Entries taken from a collection:
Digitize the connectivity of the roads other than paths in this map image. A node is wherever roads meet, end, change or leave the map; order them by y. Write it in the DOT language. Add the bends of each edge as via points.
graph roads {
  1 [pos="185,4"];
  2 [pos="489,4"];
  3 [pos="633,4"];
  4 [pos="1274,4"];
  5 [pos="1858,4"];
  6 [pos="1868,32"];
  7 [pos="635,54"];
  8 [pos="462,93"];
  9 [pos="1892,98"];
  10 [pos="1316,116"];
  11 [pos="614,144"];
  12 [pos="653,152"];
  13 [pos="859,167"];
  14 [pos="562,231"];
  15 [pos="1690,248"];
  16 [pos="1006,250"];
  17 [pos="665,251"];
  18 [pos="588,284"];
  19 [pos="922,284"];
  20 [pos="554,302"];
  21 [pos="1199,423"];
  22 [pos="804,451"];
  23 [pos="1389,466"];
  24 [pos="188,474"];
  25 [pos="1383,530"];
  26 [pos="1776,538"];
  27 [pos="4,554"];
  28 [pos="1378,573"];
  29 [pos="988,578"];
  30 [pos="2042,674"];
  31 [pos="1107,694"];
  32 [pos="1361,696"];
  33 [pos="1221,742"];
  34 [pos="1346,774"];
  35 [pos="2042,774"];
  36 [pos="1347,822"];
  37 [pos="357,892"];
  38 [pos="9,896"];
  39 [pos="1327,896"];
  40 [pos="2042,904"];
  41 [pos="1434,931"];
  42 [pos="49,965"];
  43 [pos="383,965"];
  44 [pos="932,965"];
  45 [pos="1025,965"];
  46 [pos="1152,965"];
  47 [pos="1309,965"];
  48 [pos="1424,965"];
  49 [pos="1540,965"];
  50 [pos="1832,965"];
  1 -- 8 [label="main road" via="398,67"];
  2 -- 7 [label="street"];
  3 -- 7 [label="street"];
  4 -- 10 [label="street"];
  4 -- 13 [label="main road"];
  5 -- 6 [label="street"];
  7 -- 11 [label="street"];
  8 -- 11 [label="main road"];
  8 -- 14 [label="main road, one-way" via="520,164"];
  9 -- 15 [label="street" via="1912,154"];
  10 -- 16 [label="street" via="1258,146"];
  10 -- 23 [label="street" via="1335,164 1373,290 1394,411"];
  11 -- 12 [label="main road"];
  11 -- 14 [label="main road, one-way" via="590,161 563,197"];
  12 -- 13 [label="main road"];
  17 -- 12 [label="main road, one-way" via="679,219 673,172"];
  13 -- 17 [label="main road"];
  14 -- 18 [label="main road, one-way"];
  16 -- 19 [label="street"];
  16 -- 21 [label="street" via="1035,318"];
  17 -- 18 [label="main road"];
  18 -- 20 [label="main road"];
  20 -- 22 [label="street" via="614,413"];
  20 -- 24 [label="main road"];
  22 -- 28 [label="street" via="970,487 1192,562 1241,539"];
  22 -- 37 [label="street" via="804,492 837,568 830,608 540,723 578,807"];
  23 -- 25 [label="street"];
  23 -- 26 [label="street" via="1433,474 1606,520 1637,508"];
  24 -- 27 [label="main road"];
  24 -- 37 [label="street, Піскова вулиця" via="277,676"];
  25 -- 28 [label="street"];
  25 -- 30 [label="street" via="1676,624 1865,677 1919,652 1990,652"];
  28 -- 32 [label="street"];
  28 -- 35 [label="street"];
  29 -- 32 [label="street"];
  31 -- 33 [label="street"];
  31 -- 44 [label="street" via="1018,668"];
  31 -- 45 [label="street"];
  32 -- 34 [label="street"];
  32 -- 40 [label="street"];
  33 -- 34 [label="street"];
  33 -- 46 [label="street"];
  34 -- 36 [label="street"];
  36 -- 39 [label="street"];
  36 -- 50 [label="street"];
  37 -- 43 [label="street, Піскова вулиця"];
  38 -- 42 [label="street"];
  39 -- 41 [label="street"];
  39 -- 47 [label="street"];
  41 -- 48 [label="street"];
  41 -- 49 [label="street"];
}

__Task item__: Retype each of the records, word for word, with nothing added or dropped.

__Problem solution__:
Digitize the connectivity of the roads other than paths in this map image. A node is wherever roads meet, end, change or leave the map; order them by y. Write it in the DOT language. Add the bends of each edge as via points.
graph roads {
  1 [pos="185,4"];
  2 [pos="489,4"];
  3 [pos="633,4"];
  4 [pos="1274,4"];
  5 [pos="1858,4"];
  6 [pos="1868,32"];
  7 [pos="635,54"];
  8 [pos="462,93"];
  9 [pos="1892,98"];
  10 [pos="1316,116"];
  11 [pos="614,144"];
  12 [pos="653,152"];
  13 [pos="859,167"];
  14 [pos="562,231"];
  15 [pos="1690,248"];
  16 [pos="1006,250"];
  17 [pos="665,251"];
  18 [pos="588,284"];
  19 [pos="922,284"];
  20 [pos="554,302"];
  21 [pos="1199,423"];
  22 [pos="804,451"];
  23 [pos="1389,466"];
  24 [pos="188,474"];
  25 [pos="1383,530"];
  26 [pos="1776,538"];
  27 [pos="4,554"];
  28 [pos="1378,573"];
  29 [pos="988,578"];
  30 [pos="2042,674"];
  31 [pos="1107,694"];
  32 [pos="1361,696"];
  33 [pos="1221,742"];
  34 [pos="1346,774"];
  35 [pos="2042,774"];
  36 [pos="1347,822"];
  37 [pos="357,892"];
  38 [pos="9,896"];
  39 [pos="1327,896"];
  40 [pos="2042,904"];
  41 [pos="1434,931"];
  42 [pos="49,965"];
  43 [pos="383,965"];
  44 [pos="932,965"];
  45 [pos="1025,965"];
  46 [pos="1152,965"];
  47 [pos="1309,965"];
  48 [pos="1424,965"];
  49 [pos="1540,965"];
  50 [pos="1832,965"];
  1 -- 8 [label="main road" via="398,67"];
  2 -- 7 [label="street"];
  3 -- 7 [label="street"];
  4 -- 10 [label="street"];
  4 -- 13 [label="main road"];
  5 -- 6 [label="street"];
  7 -- 11 [label="street"];
  8 -- 11 [label="main road"];
  8 -- 14 [label="main road, one-way" via="520,164"];
  9 -- 15 [label="street" via="1912,154"];
  10 -- 16 [label="street" via="1258,146"];
  10 -- 23 [label="street" via="1335,164 1373,290 1394,411"];
  11 -- 12 [label="main road"];
  11 -- 14 [label="main road, one-way" via="590,161 563,197"];
  12 -- 13 [label="main road"];
  17 -- 12 [label="main road, one-way" via="679,219 673,172"];
  13 -- 17 [label="main road"];
  14 -- 18 [label="main road, one-way"];
  16 -- 19 [label="street"];
  16 -- 21 [label="street" via="1035,318"];
  17 -- 18 [label="main road"];
  18 -- 20 [label="main road"];
  20 -- 22 [label="street" via="614,413"];
  20 -- 24 [label="main road"];
  22 -- 28 [label="street" via="970,487 1192,562 1241,539"];
  22 -- 37 [label="street" via="804,492 837,568 830,608 540,723 578,807"];
  23 -- 25 [label="street"];
  23 -- 26 [label="street" via="1433,474 1606,520 1637,508"];
  24 -- 27 [label="main road"];
  24 -- 37 [label="street, Піскова вулиця" via="277,676"];
  25 -- 28 [label="street"];
  25 -- 30 [label="street" via="1676,624 1865,677 1919,652 1990,652"];
  28 -- 32 [label="street"];
  28 -- 35 [label="street"];
  29 -- 32 [label="street"];
  31 -- 33 [label="street"];
  31 -- 44 [label="street" via="1018,668"];
  31 -- 45 [label="street"];
  32 -- 34 [label="street"];
  32 -- 40 [label="street"];
  33 -- 34 [label="street"];
  33 -- 46 [label="street"];
  34 -- 36 [label="street"];
  36 -- 39 [label="street"];
  36 -- 50 [label="street"];
  37 -- 43 [label="street, Піскова вулиця"];
  38 -- 42 [label="street"];
  39 -- 41 [label="street"];
  39 -- 47 [label="street"];
  41 -- 48 [label="street"];
  41 -- 49 [label="street"];
}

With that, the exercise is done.